На этот раз взгляд ее уже не был столь жестким. Малко почувствовал, что она была готова что-то сказать, но тут появился дон Федерико. Он казался огорченным.

– Мой дорогой, – обратился он к Малко, – похоже, мне придется везти вас в Ла-Пас самому.

– Простите?

В серо-голубых глазах немца блеснула еле заметная ирония, как тогда, в церкви Сан-Мигеля, во время мнимых похорон Клауса Хейнкеля.

– У несчастного Фридриха были слабые нервы. Когда ему сказали, что отберут «Импалу», он покончил с собой. Повесился в карцере уаринской полиции.

Малко подумал, что он ослышался.

– Что вы сказали? Повесился?..

– Оказывается, та индианка умерла. Мое заступничество Фридриху не помогло. Здешние полицейские – народ крутой... А без машины ему было не на что жить. Этого удара он не вынес...

Что-то звякнуло. Малко вздрогнул. Моника Искиердо уронила свои бокал с рейнским вином. Малко кипел от злости. Дон Федерико был в самом деле всемогущ!

Вот для чего нужно было это приглашение на обед! За это время было уничтожено последнее звено свидетельств. Бедный старый Фридрих!

Малко поднялся. Ему надо было поговорить с полицейскими. Дон Федерико пошел за ним. Во дворе стоял армейский лендровер. Возле него курили двое полицейских. Заметив дона Федерико, они почтительно замерли, заискивающе глядя ему в глаза.
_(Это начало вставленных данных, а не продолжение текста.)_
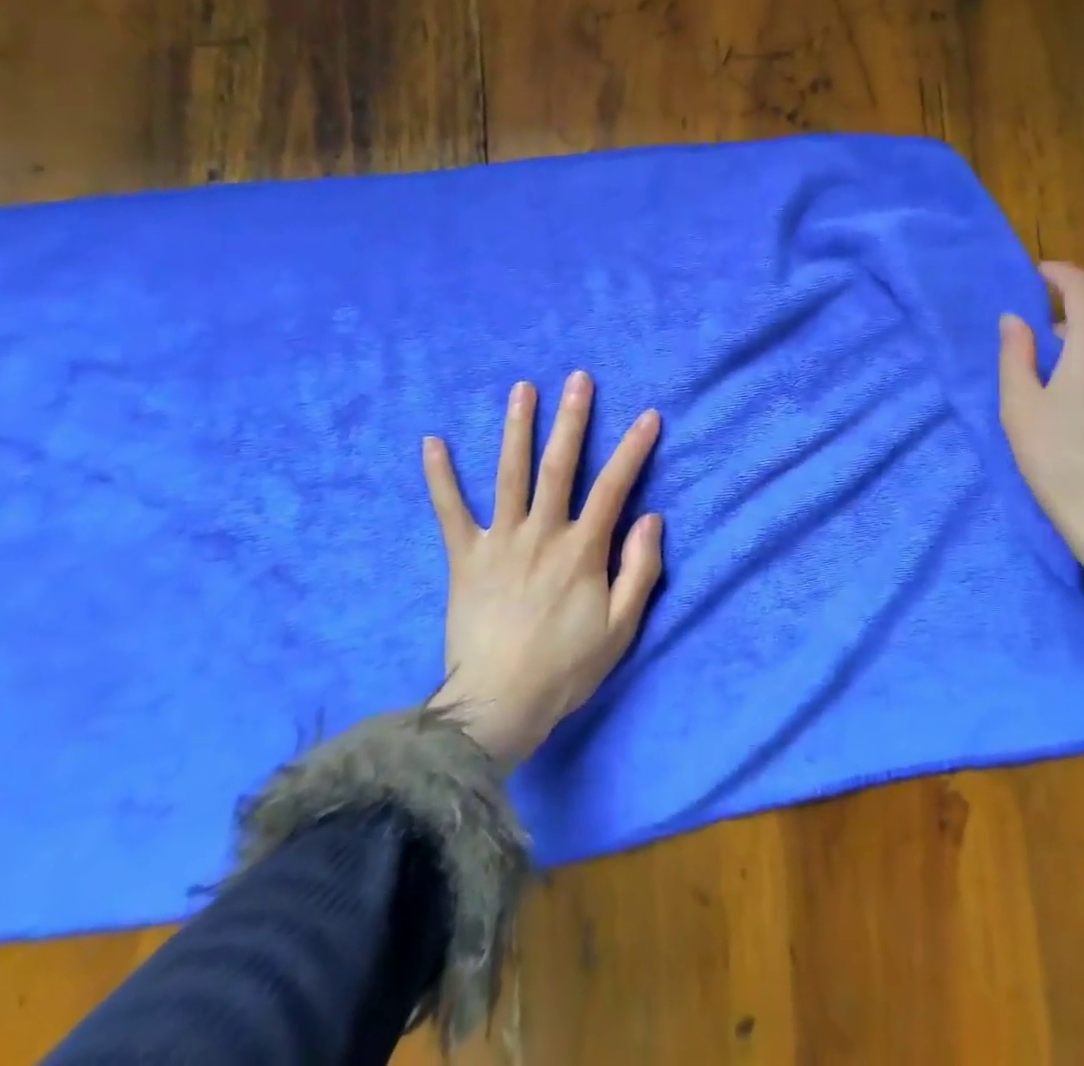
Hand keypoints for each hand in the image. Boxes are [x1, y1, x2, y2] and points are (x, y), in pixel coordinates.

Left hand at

Зрелище было мерзкое. Малко в душе выругался и от беседы отказался. Повернувшись к хозяину «эстансии», спросил:

– Когда я могу ехать в Ла-Пас?

Тот слегка поклонился и, источая иронию, сказал:

– Хоть сейчас, мой дорогой. Я дам вам свою машину и водителя... Только, пожалуйста, будьте осторожнее с индианками... Я очень дорожу своим шофером.

Малко возвратился в столовую попрощаться с Моникой Искиердо. Она вытирала глаза, будто только что плакала. Наклонившись к руке для поцелуя, Малко тихо произнес:

– Если окажетесь в Ла-Пасе, буду рад вас видеть. Я живу в отеле «Ла-Пас», в тридцать восьмом номере.

Она не ответила.

– Машина ждет, – объявил вошедший в столовую дон Федерико.

Малко вышел следом за немцем во двор. Прежде чем сесть в шикарный, стального цвета, «Мерседес-280», он взглянул на дона Федерико и сказал:

– Возможно, мы еще увидимся.

Скроив что-то похожее на улыбку, тот ответил на испанском языке:

– Как знать?.. До скорого... – и, уже забыв о госте, с нежностью посмотрел через его плечо на викунью.

Малко устроился на заднем сиденье, и «Мерседес» помчался. Маленький, чернявый «чуло», шофер дона Федерико, вел машину быстро и хорошо. За стеклами пролетало Альтиплано. Малко думал свои невеселые думы. Защищавшие Клауса Хейнкеля не останавливались ни перед чем. Убиты Джим Дуглас, Педро Искиердо, Эстебан Баррига, а теперь и бедный старый Фридрих. И все из-за какого-то отставного рядового служителя ужаса!.. Почему такие разные люди, как дон Федерико, Джек Кэмбелл и майор Гомес, столь отчаянно его оберегают? Похоже, вся Боливия сплотилась ради того, чтобы Клаус Хейнкель навеки остался Клаусом Мюллером.